:: WHAT IS BEING ASKED ::
Omitting the pictures, restate all of the entries below exactly.

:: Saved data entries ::
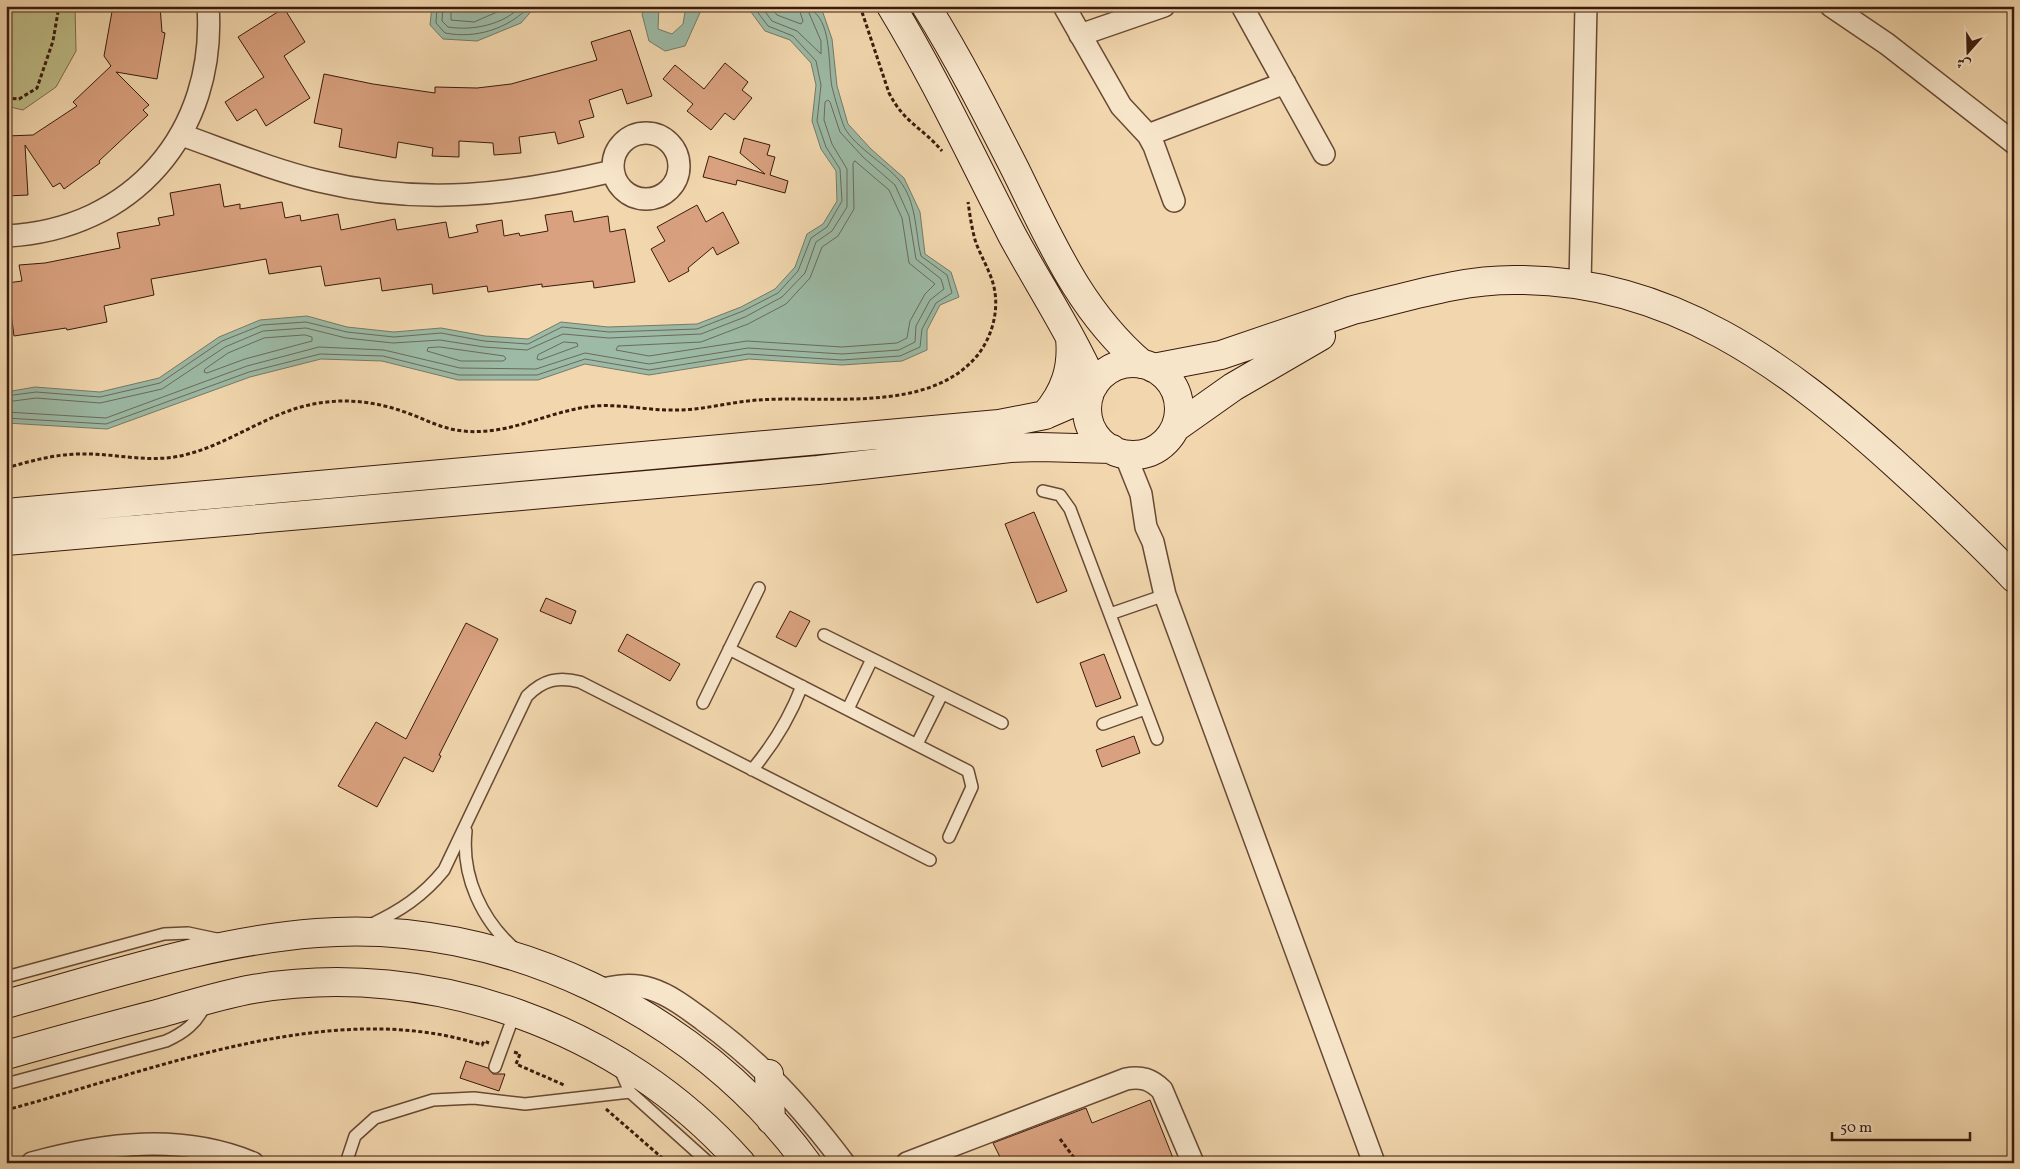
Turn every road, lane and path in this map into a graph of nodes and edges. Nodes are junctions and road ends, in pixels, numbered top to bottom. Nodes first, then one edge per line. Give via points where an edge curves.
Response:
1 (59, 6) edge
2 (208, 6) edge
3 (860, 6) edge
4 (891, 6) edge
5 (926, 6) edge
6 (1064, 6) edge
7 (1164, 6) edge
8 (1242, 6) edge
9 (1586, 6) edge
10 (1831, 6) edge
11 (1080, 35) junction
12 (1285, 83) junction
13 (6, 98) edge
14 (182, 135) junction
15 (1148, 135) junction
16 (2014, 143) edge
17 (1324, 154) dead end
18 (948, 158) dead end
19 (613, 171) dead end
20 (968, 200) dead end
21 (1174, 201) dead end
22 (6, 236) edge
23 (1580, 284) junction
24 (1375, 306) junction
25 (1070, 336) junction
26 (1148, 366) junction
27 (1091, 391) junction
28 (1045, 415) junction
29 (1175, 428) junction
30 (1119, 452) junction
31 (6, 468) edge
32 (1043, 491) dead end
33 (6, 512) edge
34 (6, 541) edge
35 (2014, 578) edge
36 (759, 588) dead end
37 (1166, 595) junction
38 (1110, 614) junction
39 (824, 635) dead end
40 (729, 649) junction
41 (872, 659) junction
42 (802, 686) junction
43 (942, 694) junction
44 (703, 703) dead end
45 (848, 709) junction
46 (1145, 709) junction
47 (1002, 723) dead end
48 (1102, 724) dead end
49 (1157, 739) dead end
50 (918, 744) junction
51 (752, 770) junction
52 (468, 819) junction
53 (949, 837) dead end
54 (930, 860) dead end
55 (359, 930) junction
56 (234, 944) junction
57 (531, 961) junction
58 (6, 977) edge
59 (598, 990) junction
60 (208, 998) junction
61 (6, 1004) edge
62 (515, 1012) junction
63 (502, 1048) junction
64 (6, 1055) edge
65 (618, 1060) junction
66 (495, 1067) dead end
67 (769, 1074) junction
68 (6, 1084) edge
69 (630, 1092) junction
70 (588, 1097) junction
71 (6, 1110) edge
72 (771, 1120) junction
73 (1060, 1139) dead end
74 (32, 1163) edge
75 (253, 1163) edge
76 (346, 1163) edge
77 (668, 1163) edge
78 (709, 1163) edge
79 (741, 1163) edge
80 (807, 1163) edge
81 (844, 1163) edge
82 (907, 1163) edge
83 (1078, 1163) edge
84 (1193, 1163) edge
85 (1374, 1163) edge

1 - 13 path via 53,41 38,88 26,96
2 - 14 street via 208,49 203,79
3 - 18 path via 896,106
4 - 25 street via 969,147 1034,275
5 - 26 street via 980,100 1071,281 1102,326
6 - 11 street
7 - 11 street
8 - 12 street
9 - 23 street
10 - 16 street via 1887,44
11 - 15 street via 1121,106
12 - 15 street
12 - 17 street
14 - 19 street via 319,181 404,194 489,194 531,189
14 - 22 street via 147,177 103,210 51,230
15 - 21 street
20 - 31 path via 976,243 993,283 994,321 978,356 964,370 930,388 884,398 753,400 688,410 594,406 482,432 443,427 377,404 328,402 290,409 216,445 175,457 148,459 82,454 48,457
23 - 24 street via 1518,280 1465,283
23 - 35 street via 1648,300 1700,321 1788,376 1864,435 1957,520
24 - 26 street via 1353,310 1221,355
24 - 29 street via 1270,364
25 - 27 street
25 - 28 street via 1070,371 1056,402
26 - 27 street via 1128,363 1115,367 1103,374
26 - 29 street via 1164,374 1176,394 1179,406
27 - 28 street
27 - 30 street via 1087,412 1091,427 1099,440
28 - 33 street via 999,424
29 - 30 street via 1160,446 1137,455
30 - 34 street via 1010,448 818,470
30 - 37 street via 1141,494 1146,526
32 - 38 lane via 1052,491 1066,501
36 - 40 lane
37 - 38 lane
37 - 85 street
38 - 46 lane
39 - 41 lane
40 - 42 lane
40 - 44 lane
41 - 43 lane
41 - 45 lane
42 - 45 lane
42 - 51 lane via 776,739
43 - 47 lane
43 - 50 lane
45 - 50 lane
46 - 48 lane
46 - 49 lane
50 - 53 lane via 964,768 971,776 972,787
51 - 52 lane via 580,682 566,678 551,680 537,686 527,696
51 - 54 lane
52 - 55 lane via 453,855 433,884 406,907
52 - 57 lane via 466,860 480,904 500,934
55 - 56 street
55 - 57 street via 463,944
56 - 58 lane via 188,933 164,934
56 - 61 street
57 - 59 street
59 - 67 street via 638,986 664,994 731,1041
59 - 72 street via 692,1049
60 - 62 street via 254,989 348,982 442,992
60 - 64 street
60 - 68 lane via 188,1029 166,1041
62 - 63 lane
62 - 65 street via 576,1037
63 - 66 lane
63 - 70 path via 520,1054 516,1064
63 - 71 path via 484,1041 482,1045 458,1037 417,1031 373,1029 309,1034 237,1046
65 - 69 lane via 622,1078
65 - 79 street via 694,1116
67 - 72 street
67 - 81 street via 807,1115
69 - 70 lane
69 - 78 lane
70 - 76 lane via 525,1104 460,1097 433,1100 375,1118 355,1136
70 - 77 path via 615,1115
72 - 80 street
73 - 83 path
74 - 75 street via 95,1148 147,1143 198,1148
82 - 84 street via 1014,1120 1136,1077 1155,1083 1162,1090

:: RESPONSE TO THE TASK ::
Turn every road, lane and path in this map into a graph of nodes and edges. Nodes are junctions and road ends, in pixels, numbered top to bottom. Nodes first, then one edge per line. Give via points where an edge curves.
Response:
1 (59, 6) edge
2 (208, 6) edge
3 (860, 6) edge
4 (891, 6) edge
5 (926, 6) edge
6 (1064, 6) edge
7 (1164, 6) edge
8 (1242, 6) edge
9 (1586, 6) edge
10 (1831, 6) edge
11 (1080, 35) junction
12 (1285, 83) junction
13 (6, 98) edge
14 (182, 135) junction
15 (1148, 135) junction
16 (2014, 143) edge
17 (1324, 154) dead end
18 (948, 158) dead end
19 (613, 171) dead end
20 (968, 200) dead end
21 (1174, 201) dead end
22 (6, 236) edge
23 (1580, 284) junction
24 (1375, 306) junction
25 (1070, 336) junction
26 (1148, 366) junction
27 (1091, 391) junction
28 (1045, 415) junction
29 (1175, 428) junction
30 (1119, 452) junction
31 (6, 468) edge
32 (1043, 491) dead end
33 (6, 512) edge
34 (6, 541) edge
35 (2014, 578) edge
36 (759, 588) dead end
37 (1166, 595) junction
38 (1110, 614) junction
39 (824, 635) dead end
40 (729, 649) junction
41 (872, 659) junction
42 (802, 686) junction
43 (942, 694) junction
44 (703, 703) dead end
45 (848, 709) junction
46 (1145, 709) junction
47 (1002, 723) dead end
48 (1102, 724) dead end
49 (1157, 739) dead end
50 (918, 744) junction
51 (752, 770) junction
52 (468, 819) junction
53 (949, 837) dead end
54 (930, 860) dead end
55 (359, 930) junction
56 (234, 944) junction
57 (531, 961) junction
58 (6, 977) edge
59 (598, 990) junction
60 (208, 998) junction
61 (6, 1004) edge
62 (515, 1012) junction
63 (502, 1048) junction
64 (6, 1055) edge
65 (618, 1060) junction
66 (495, 1067) dead end
67 (769, 1074) junction
68 (6, 1084) edge
69 (630, 1092) junction
70 (588, 1097) junction
71 (6, 1110) edge
72 (771, 1120) junction
73 (1060, 1139) dead end
74 (32, 1163) edge
75 (253, 1163) edge
76 (346, 1163) edge
77 (668, 1163) edge
78 (709, 1163) edge
79 (741, 1163) edge
80 (807, 1163) edge
81 (844, 1163) edge
82 (907, 1163) edge
83 (1078, 1163) edge
84 (1193, 1163) edge
85 (1374, 1163) edge

1 - 13 path via 53,41 38,88 26,96
2 - 14 street via 208,49 203,79
3 - 18 path via 896,106
4 - 25 street via 969,147 1034,275
5 - 26 street via 980,100 1071,281 1102,326
6 - 11 street
7 - 11 street
8 - 12 street
9 - 23 street
10 - 16 street via 1887,44
11 - 15 street via 1121,106
12 - 15 street
12 - 17 street
14 - 19 street via 319,181 404,194 489,194 531,189
14 - 22 street via 147,177 103,210 51,230
15 - 21 street
20 - 31 path via 976,243 993,283 994,321 978,356 964,370 930,388 884,398 753,400 688,410 594,406 482,432 443,427 377,404 328,402 290,409 216,445 175,457 148,459 82,454 48,457
23 - 24 street via 1518,280 1465,283
23 - 35 street via 1648,300 1700,321 1788,376 1864,435 1957,520
24 - 26 street via 1353,310 1221,355
24 - 29 street via 1270,364
25 - 27 street
25 - 28 street via 1070,371 1056,402
26 - 27 street via 1128,363 1115,367 1103,374
26 - 29 street via 1164,374 1176,394 1179,406
27 - 28 street
27 - 30 street via 1087,412 1091,427 1099,440
28 - 33 street via 999,424
29 - 30 street via 1160,446 1137,455
30 - 34 street via 1010,448 818,470
30 - 37 street via 1141,494 1146,526
32 - 38 lane via 1052,491 1066,501
36 - 40 lane
37 - 38 lane
37 - 85 street
38 - 46 lane
39 - 41 lane
40 - 42 lane
40 - 44 lane
41 - 43 lane
41 - 45 lane
42 - 45 lane
42 - 51 lane via 776,739
43 - 47 lane
43 - 50 lane
45 - 50 lane
46 - 48 lane
46 - 49 lane
50 - 53 lane via 964,768 971,776 972,787
51 - 52 lane via 580,682 566,678 551,680 537,686 527,696
51 - 54 lane
52 - 55 lane via 453,855 433,884 406,907
52 - 57 lane via 466,860 480,904 500,934
55 - 56 street
55 - 57 street via 463,944
56 - 58 lane via 188,933 164,934
56 - 61 street
57 - 59 street
59 - 67 street via 638,986 664,994 731,1041
59 - 72 street via 692,1049
60 - 62 street via 254,989 348,982 442,992
60 - 64 street
60 - 68 lane via 188,1029 166,1041
62 - 63 lane
62 - 65 street via 576,1037
63 - 66 lane
63 - 70 path via 520,1054 516,1064
63 - 71 path via 484,1041 482,1045 458,1037 417,1031 373,1029 309,1034 237,1046
65 - 69 lane via 622,1078
65 - 79 street via 694,1116
67 - 72 street
67 - 81 street via 807,1115
69 - 70 lane
69 - 78 lane
70 - 76 lane via 525,1104 460,1097 433,1100 375,1118 355,1136
70 - 77 path via 615,1115
72 - 80 street
73 - 83 path
74 - 75 street via 95,1148 147,1143 198,1148
82 - 84 street via 1014,1120 1136,1077 1155,1083 1162,1090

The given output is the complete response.